# Upcoming Roadmaster project



## hillbilly_handshake (Aug 21, 2014)

I am in the process of building a completely custom (some pre-fabricated parts, but this is not a kit bike) 1956 Roadmaster motorized bicycle. Here are the particulars.

Frame: 1956 Roadmaster boys' frame

Fork: Suzuki K10 hydraulic forks of unknown year

Handlebars: Bikemaster chrome universal Clubman (cafe style) handlebars

Wheels: custom, built by me. Front wheel is a 24" steel rim with 130mm Yamaha MX125 drum, 11g spokes. Rear wheel is a 24" bicycle rim with 94mm Motobecane moped hub (not vintage) 11g spokes

Tires: 24x2.4" Cheng Shin "Cyclops" tires

Motor: 79cc Harbor Freight "Predator" engine, governor disconnected externally

Pedal system: Since the moped hub is considerably wider than a bicycle hub, I had to widen the rear dropouts quite a bit. I'm almost certain that the chainring will not line up with the moped freewheel, so I've decided to use a jackshaft on my pedals for chain alignment. The jackshaft will NOT be connected to the engine drive. I'm going to install the bottom bracket with the chainring on  the left. Then I'm going to mount a jackshaft from Sick Bike Parts on the seat tube, under the engine mount. The jackshaft will be 1:1. One chain will connect the chainring to the jackshaft on the drive side, and another will connect the jackshaft to the rear freewheel on the pedal side. 

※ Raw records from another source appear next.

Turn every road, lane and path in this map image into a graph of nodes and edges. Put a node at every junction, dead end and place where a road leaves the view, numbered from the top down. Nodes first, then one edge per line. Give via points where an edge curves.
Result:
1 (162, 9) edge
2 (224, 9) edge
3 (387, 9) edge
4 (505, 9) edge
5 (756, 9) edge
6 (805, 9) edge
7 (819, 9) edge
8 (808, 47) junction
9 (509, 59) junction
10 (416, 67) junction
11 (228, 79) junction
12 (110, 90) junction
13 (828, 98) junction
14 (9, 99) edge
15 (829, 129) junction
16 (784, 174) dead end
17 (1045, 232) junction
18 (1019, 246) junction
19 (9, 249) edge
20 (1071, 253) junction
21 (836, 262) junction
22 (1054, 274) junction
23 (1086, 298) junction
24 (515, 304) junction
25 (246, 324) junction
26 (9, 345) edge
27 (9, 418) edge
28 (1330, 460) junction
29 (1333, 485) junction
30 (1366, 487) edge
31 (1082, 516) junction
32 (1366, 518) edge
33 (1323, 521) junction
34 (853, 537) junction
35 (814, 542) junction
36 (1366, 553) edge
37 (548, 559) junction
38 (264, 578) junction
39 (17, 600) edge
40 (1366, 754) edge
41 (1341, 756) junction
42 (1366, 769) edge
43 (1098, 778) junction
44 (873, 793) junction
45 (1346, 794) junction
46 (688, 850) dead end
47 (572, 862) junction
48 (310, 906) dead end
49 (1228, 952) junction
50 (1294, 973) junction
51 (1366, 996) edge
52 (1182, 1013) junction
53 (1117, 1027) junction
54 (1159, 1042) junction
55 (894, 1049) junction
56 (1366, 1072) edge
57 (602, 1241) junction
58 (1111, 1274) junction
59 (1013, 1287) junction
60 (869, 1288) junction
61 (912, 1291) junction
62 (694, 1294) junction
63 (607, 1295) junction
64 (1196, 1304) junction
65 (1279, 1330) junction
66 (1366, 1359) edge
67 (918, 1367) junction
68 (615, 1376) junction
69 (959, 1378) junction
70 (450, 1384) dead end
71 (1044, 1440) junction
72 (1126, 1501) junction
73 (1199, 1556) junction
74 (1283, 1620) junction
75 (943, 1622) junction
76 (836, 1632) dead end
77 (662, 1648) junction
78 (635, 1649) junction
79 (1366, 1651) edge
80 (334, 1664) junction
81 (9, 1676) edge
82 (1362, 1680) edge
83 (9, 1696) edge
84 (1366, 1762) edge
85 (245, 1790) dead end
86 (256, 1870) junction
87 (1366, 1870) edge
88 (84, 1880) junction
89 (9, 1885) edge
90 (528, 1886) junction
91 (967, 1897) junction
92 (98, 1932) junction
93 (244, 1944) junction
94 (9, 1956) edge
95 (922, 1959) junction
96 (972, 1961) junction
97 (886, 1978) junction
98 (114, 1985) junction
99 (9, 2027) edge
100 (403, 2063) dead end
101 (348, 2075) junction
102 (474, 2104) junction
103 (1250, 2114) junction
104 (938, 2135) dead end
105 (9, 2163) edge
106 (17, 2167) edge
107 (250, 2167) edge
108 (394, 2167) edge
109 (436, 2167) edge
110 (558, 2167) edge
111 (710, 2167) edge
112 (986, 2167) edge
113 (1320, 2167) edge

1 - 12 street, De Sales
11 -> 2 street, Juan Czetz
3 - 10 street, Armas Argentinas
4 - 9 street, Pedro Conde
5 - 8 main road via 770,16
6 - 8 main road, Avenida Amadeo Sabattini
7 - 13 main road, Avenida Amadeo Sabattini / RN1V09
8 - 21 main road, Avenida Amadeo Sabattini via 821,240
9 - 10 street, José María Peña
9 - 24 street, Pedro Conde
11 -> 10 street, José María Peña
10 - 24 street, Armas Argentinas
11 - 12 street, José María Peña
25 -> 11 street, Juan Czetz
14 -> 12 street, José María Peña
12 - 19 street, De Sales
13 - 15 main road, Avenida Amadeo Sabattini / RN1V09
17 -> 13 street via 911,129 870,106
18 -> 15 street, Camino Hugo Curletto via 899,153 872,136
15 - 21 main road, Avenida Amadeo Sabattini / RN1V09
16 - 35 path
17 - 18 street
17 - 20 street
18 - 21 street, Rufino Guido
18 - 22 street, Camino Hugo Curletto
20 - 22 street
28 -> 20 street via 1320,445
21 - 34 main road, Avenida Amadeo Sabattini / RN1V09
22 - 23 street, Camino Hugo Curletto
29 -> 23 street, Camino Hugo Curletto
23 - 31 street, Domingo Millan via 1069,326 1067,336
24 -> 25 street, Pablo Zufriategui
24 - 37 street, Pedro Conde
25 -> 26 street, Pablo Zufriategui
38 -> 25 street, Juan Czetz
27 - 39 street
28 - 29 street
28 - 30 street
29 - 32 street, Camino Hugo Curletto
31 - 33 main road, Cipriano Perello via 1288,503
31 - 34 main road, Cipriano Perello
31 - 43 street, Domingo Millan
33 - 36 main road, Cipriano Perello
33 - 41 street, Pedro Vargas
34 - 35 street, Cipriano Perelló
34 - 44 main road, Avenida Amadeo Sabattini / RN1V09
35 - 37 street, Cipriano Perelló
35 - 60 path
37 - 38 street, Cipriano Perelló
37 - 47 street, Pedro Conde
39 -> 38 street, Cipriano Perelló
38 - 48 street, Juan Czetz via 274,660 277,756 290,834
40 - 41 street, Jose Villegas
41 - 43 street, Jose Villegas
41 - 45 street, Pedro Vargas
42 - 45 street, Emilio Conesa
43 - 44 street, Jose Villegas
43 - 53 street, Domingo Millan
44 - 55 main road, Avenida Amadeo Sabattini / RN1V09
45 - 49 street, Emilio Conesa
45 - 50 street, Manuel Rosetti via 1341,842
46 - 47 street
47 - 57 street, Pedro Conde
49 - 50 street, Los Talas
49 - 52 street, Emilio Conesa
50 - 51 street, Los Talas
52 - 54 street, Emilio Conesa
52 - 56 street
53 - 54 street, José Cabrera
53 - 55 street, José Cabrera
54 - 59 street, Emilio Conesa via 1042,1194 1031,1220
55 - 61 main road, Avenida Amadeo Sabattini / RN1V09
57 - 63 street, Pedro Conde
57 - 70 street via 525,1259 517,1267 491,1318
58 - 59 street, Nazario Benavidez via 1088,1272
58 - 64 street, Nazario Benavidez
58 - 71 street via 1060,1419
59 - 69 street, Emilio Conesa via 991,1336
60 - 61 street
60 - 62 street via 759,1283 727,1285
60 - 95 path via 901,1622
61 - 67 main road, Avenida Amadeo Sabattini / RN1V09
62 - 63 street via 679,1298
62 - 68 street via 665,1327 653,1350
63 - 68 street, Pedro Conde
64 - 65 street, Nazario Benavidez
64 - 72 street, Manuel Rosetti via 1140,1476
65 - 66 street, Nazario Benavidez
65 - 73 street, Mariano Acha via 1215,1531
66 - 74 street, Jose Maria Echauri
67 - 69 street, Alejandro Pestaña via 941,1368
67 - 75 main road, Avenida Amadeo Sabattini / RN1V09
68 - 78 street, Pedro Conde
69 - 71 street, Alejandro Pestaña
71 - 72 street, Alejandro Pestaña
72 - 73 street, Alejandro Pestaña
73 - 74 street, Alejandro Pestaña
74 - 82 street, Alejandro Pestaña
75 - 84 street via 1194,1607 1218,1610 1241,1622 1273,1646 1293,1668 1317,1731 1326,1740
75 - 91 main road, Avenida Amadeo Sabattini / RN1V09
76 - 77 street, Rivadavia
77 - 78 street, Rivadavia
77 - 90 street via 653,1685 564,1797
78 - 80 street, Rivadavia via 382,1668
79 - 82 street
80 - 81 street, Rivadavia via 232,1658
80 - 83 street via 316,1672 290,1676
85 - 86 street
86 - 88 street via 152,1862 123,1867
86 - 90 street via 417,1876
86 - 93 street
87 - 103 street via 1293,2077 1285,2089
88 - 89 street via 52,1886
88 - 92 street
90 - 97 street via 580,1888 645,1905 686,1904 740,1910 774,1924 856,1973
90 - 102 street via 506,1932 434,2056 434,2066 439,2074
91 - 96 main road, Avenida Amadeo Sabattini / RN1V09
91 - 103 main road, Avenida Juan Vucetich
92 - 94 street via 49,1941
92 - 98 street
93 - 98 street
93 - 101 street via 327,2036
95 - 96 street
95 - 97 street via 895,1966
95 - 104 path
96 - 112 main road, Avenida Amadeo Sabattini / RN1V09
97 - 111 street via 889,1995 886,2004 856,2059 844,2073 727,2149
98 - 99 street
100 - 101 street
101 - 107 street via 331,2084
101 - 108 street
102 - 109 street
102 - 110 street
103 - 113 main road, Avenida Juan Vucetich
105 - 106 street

Seat: 13" wide Worksman seat.

Gear reduction: A company called Affordable Go Karts sells jackshaft plates that bolt right up to the Predator engines, this will provide the reduction to my drive system

Clutch: MaxTorque, modified to engage at roughly 2600 rpms

Gearing: this bike will be geared 13.5:1, roughly 30 mph at 6k rpm. I'm after hill climbing and takeoff, not speed.

Electrical: moped headlight, separate tail light and brake light, powered by a 12v, 1.4ah sla battery, which will be charged by a 12v bottle dynamo fed through a scooter rectifier.

Thats about all I can think of for now.


----------